The report highlighted several challenging areas, including a 42% decline in Australian theatrical feature expenditure to AUD214 million, despite an increase in the number of titles. Features in the AUD1-5 million budget range dominated production, while international investment in Australian features hit its lowest point since 2014/15. Children’s content faced particular pressure, with only eight drama titles produced in 2023/24, down from 12 the previous year. The sector saw a 29% drop in expenditure and a 42% decrease in production hours.

SPA underlined the need for government intervention, calling for streaming service content regulations and increased funding for public broadcasters ABC and SBS. The organization plans to engage with major parties ahead of the upcoming election to address industry challenges.

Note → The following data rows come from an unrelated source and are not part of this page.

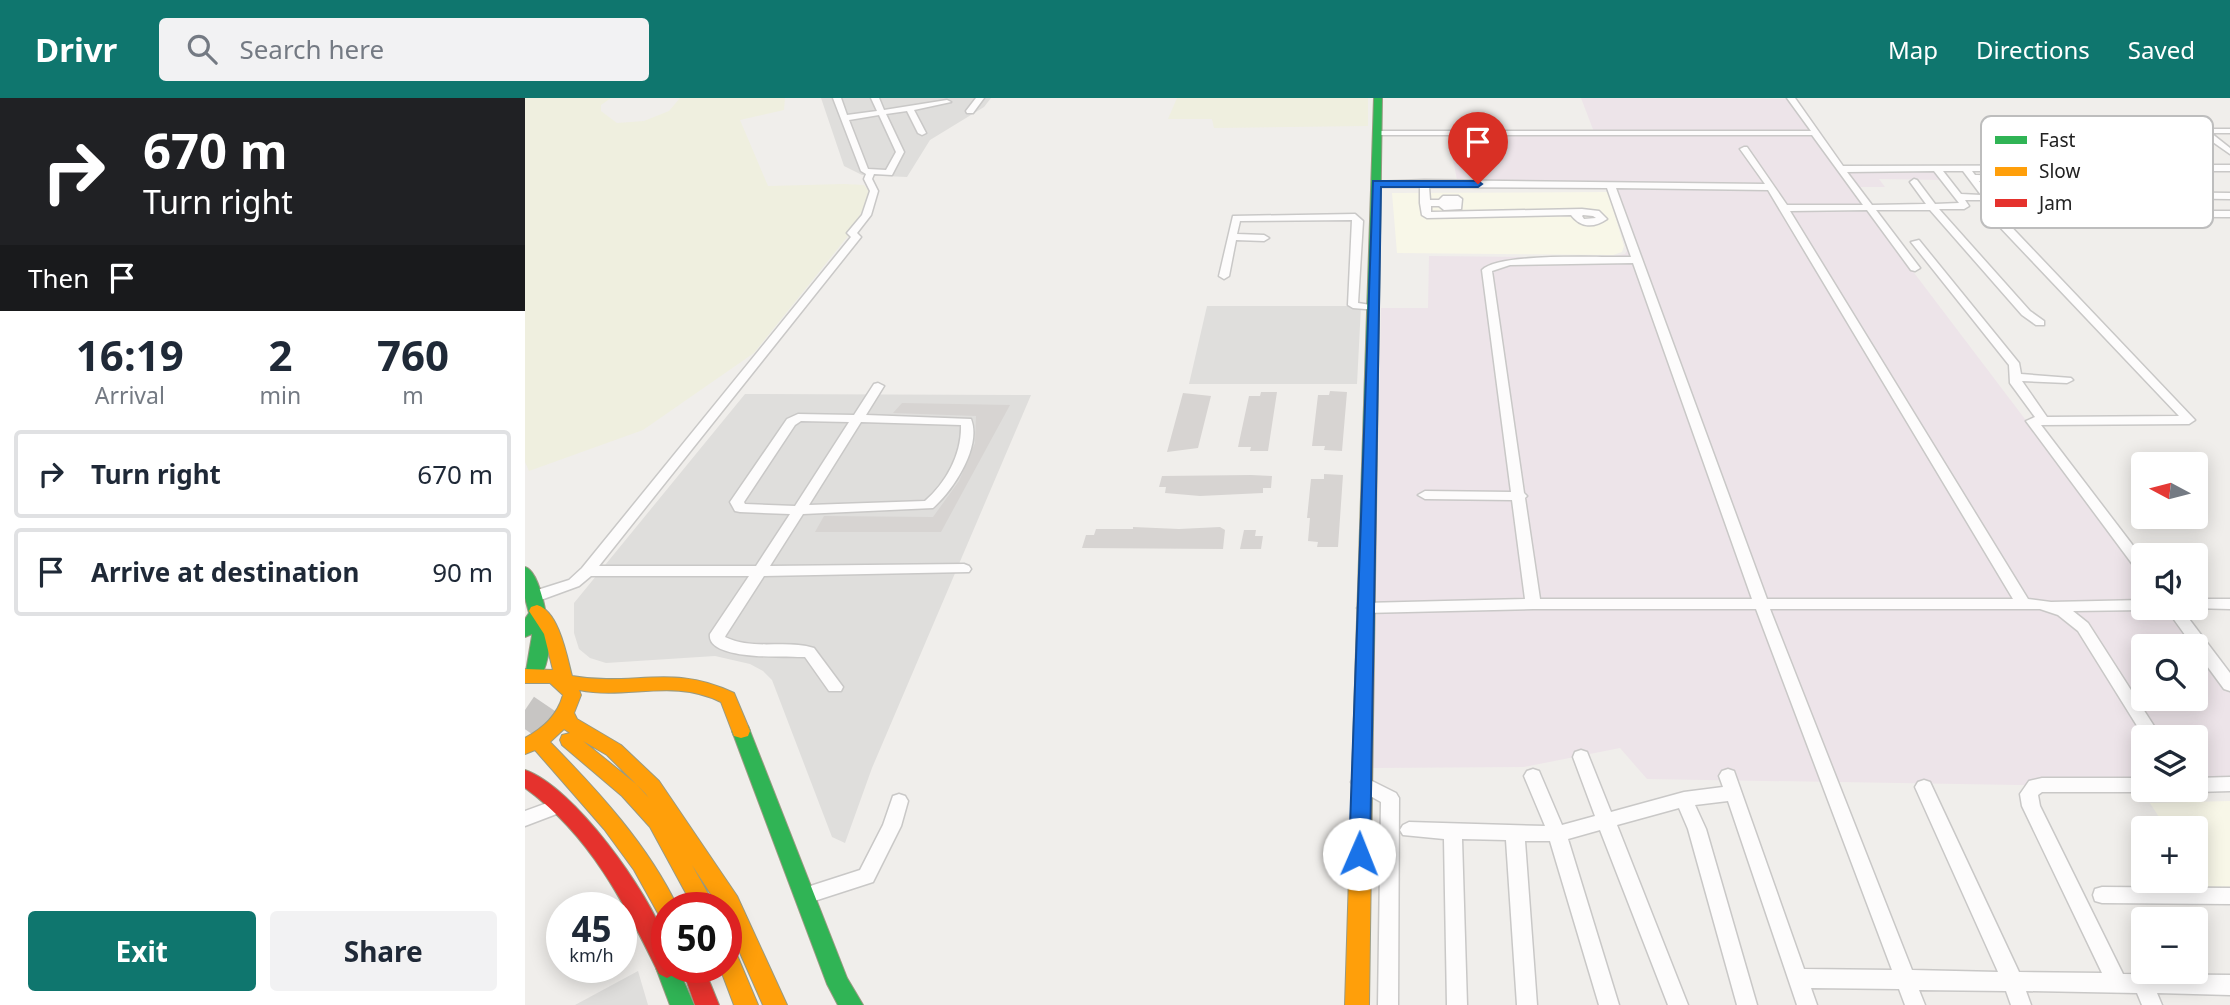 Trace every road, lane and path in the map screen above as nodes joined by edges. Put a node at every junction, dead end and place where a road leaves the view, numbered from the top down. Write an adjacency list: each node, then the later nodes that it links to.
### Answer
1 (837, 98): 12 (street)
2 (875, 98): 10 (street)
3 (912, 98): 8 (street)
4 (980, 98): 9 (street)
5 (1378, 98): 14 (main road)
6 (1791, 98): 15 (street)
7 (946, 100): 8 (street); 11 (street)
8 (912, 107): 10 (street); 13 (street)
9 (970, 111)
10 (881, 112): 12 (street); 23 (street)
11 (953, 114)
12 (845, 118): 23 (street)
13 (922, 132)
14 (1378, 133): 15 (street); 26 (main road)
15 (1817, 134): 20 (street)
16 (2213, 139): 18 (street)
17 (1744, 149): 28 (street)
18 (2230, 152)
19 (1936, 168): 20 (street); 21 (street); 31 (street)
20 (1841, 169): 36 (street)
21 (1969, 173): 22 (street); 24 (street); 30 (street)
22 (1981, 173)
23 (870, 174): 59 (street)
24 (1981, 174)
25 (1914, 182): 35 (street)
26 (1377, 184): 27 (street); 46 (main road)
27 (1424, 184): 29 (street); 33 (street)
28 (1771, 187): 29 (street); 37 (street)
29 (1611, 188): 43 (street)
30 (1981, 189)
31 (1959, 197): 32 (street); 35 (street)
32 (1981, 198)
33 (1424, 203): 34 (street); 38 (street)
34 (1458, 203)
35 (1932, 206): 36 (street); 47 (street)
36 (1868, 207): 37 (street); 44 (street)
37 (1784, 208): 61 (street)
38 (1582, 212)
39 (2006, 228): 52 (street)
40 (1231, 237): 41 (street); 45 (street); 46 (street)
41 (1264, 239)
42 (1916, 242): 48 (street)
43 (1635, 260): 54 (street); 63 (street)
44 (1915, 268)
45 (1224, 276)
46 (1373, 309): 69 (main road)
47 (2040, 323)
48 (2015, 377): 49 (street); 52 (street)
49 (2067, 380)
50 (878, 386): 51 (street)
51 (858, 418): 55 (street); 55 (street); 55 (street)
52 (2044, 421): 56 (street)
53 (1425, 495): 54 (street)
54 (1520, 496): 62 (street)
55 (798, 510): 58 (street)
56 (2131, 553)
57 (964, 569): 58 (street)
58 (760, 570): 59 (street); 76 (street)
59 (587, 571): 68 (street)
60 (525, 572): 68 (main road)
61 (2022, 602): 63 (street); 67 (street)
62 (1534, 604): 63 (street); 69 (street)
63 (1761, 604): 109 (street)
64 (2208, 604): 65 (street)
65 (2230, 604)
66 (2131, 605): 67 (street)
67 (2052, 606): 78 (street)
68 (536, 608): 71 (main road); 72 (main road); 73 (main road)
69 (1364, 608): 85 (main road)
70 (2182, 620): 75 (street)
71 (525, 631)
72 (529, 676): 73 (main road)
73 (565, 681): 74 (main road); 77 (main road)
74 (676, 682): 77 (main road); 105 (main road)
75 (2230, 685)
76 (835, 687)
77 (566, 715): 80 (main road); 121 (main road)
78 (2145, 725)
79 (562, 735): 103 (main road)
80 (525, 747)
81 (543, 747): 102 (main road)
82 (1581, 757): 94 (street)
83 (1533, 776): 98 (street)
84 (525, 778): 92 (main road)
85 (1360, 782): 96 (street); 99 (main road)
86 (2230, 784): 88 (street)
87 (2131, 785): 114 (street)
88 (2208, 785)
89 (1924, 787): 110 (street)
90 (1684, 799): 94 (street); 108 (street); 129 (street)
91 (899, 801): 105 (street)
92 (561, 805): 93 (street); 107 (main road)
93 (525, 819)
94 (1608, 820): 98 (street); 128 (street)
95 (1453, 831): 96 (street); 97 (street); 125 (street)
96 (1400, 832): 99 (street); 100 (street)
97 (1515, 832): 98 (street); 126 (street)
98 (1557, 834): 127 (street)
99 (1360, 835): 101 (main road)
100 (1390, 872): 101 (street); 124 (street)
101 (1359, 873): 123 (main road)
102 (659, 892)
103 (696, 892)
104 (2102, 895): 106 (street)
105 (804, 896): 122 (main road)
106 (2230, 896)
107 (651, 937)
108 (1797, 978): 109 (street); 130 (street)
109 (1906, 979): 110 (street); 131 (street)
110 (2013, 982): 114 (street); 132 (street)
111 (673, 983): 118 (main road)
112 (699, 983): 119 (main road)
113 (737, 983): 120 (main road)
114 (2117, 984): 115 (street)
115 (2131, 984)
116 (2143, 984): 117 (street); 133 (street)
117 (2230, 985)
118 (682, 1005)
119 (707, 1005)
120 (746, 1005)
121 (775, 1005)
122 (851, 1005)
123 (1357, 1005)
124 (1388, 1005)
125 (1457, 1005)
126 (1527, 1005)
127 (1609, 1005)
128 (1678, 1005)
129 (1747, 1005)
130 (1807, 1005)
131 (1915, 1005)
132 (2021, 1005)
133 (2152, 1005) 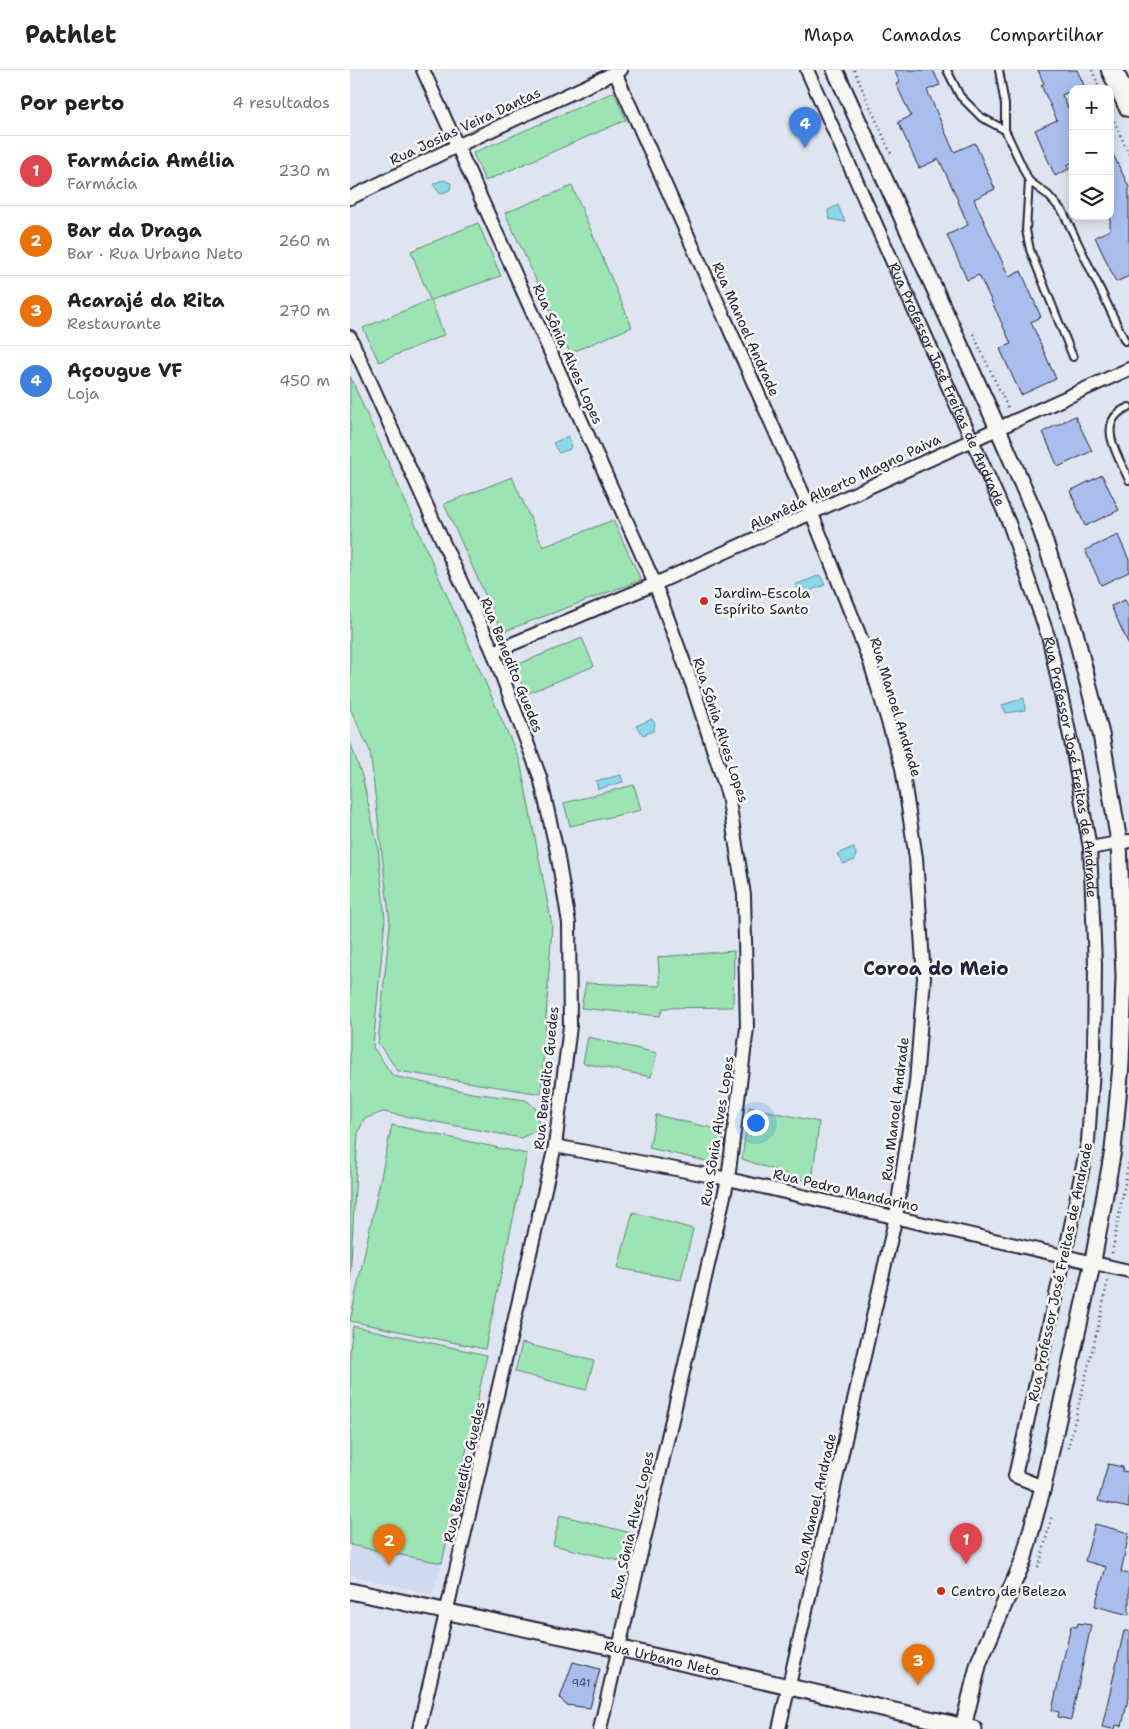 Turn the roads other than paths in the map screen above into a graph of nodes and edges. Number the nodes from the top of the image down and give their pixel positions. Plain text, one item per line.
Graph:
1 (424, 70) edge
2 (807, 70) edge
3 (835, 70) edge
4 (947, 70) edge
5 (999, 70) edge
6 (1112, 70) edge
7 (617, 71) edge
8 (1129, 106) edge
9 (1006, 130) junction
10 (457, 146) junction
11 (1029, 181) junction
12 (350, 198) edge
13 (350, 337) edge
14 (1124, 341) dead end
15 (1073, 358) dead end
16 (1129, 369) edge
17 (1129, 407) edge
18 (999, 429) junction
19 (973, 440) junction
20 (1129, 480) edge
21 (812, 514) junction
22 (655, 584) junction
23 (493, 652) junction
24 (1124, 841) edge
25 (1090, 848) junction
26 (555, 1146) junction
27 (728, 1179) junction
28 (896, 1216) junction
29 (1065, 1256) junction
30 (1093, 1262) junction
31 (1129, 1271) edge
32 (1043, 1487) junction
33 (350, 1591) edge
34 (446, 1610) junction
35 (618, 1648) junction
36 (788, 1688) junction
37 (966, 1728) edge
38 (419, 1729) edge
39 (600, 1729) edge
40 (779, 1729) edge

1 - 10 street, Rua Sônia Alves Lopes
2 - 19 street, Rua Professor José Freitas de Andrade
3 - 18 street, Rua Professor José Freitas de Andrade
4 - 9 lane
5 - 9 lane
6 - 8 main road
7 - 10 street, Rua Josias Veira Dantas
7 - 21 street, Rua Manoel Andrade
9 - 11 lane
10 - 12 street, Rua Josias Veira Dantas
10 - 22 street, Rua Sônia Alves Lopes
11 - 14 lane
11 - 15 lane
13 - 23 street, Rua Benedito Guedes
16 - 18 street, Alamêda Alberto Magno Paiva
17 - 20 lane
18 - 19 street, Alamêda Alberto Magno Paiva
18 - 24 street, Rua Professor José Freitas de Andrade
19 - 21 street, Alamêda Alberto Magno Paiva
19 - 25 street, Rua Professor José Freitas de Andrade
21 - 22 street, Alamêda Alberto Magno Paiva
21 - 28 street, Rua Manoel Andrade
22 - 23 street, Alamêda Alberto Magno Paiva
22 - 27 street, Rua Sônia Alves Lopes
23 - 26 street, Rua Benedito Guedes
24 - 25 street
24 - 30 street, Rua Professor José Freitas de Andrade
25 - 29 street, Rua Professor José Freitas de Andrade
26 - 27 street, Rua Pedro Mandarino
26 - 34 street, Rua Benedito Guedes
27 - 28 street, Rua Pedro Mandarino
27 - 35 street, Rua Sônia Alves Lopes
28 - 29 street, Rua Pedro Mandarino
28 - 36 street, Rua Manoel Andrade
29 - 30 street, Rua Pedro Mandarino
29 - 32 street, Rua Professor José Freitas de Andrade
30 - 31 street, Rua Pedro Mandarino
30 - 32 street, Rua Professor José Freitas de Andrade
32 - 37 street, Rua Professor José Freitas de Andrade
33 - 34 street, Rua Urbano Neto
34 - 35 street, Rua Urbano Neto
34 - 38 street, Rua Benedito Guedes
35 - 36 street, Rua Urbano Neto
35 - 39 street, Rua Sônia Alves Lopes
36 - 37 street, Rua Urbano Neto
36 - 40 street, Rua Manoel Andrade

Deaner expressed concern about the industry’s trajectory, noting this marks the first time in nearly 70 years that Australia’s screen content platforms have operated without effective local content rules. The organization warns that without immediate action to stabilize the sector, Australian drama faces increased vulnerability in coming years.

State-by-state production spending showed New South Wales leading with 47% of total expenditure, followed by Victoria (19%) and Queensland (18%). Western Australia saw notable growth, with spending tripling to AUD77 million, while the Northern Territory and Tasmania drove a record combined spend of AUD105 million with the Australian Capital Territory.

The report also revealed that PDV (post, digital and visual effects) expenditure reached AUD589 million across Australian and international titles, down 17% from the previous year’s record but still 15% above the five-year average.

Global economic conditions, U.S. industrial action, and uncertainty around Australia’s Location Offset incentive contributed to the overall decline, particularly impacting international TV production, which saw expenditure drop 39% to AUD768 million across 70 productions.

In a separate report, the Australian Communications and Media Authority (ACMA) revealed that streaming platforms increased their investment in Australian content. SVOD providers spent AUD341 million on Australian programs in 2023-24, up from AUD324 million the previous year. The data, collected from Prime Video, Disney+, Netflix, Paramount+ and Stan, showed growth primarily in adult drama and light entertainment, though children’s programming and documentaries saw decreased expenditure.

The ACMA report also noted that streaming platforms invested an additional AUD200 million in Australian-related programs that partially met local content criteria, including foreign productions filmed in Australia and projects utilizing local production facilities.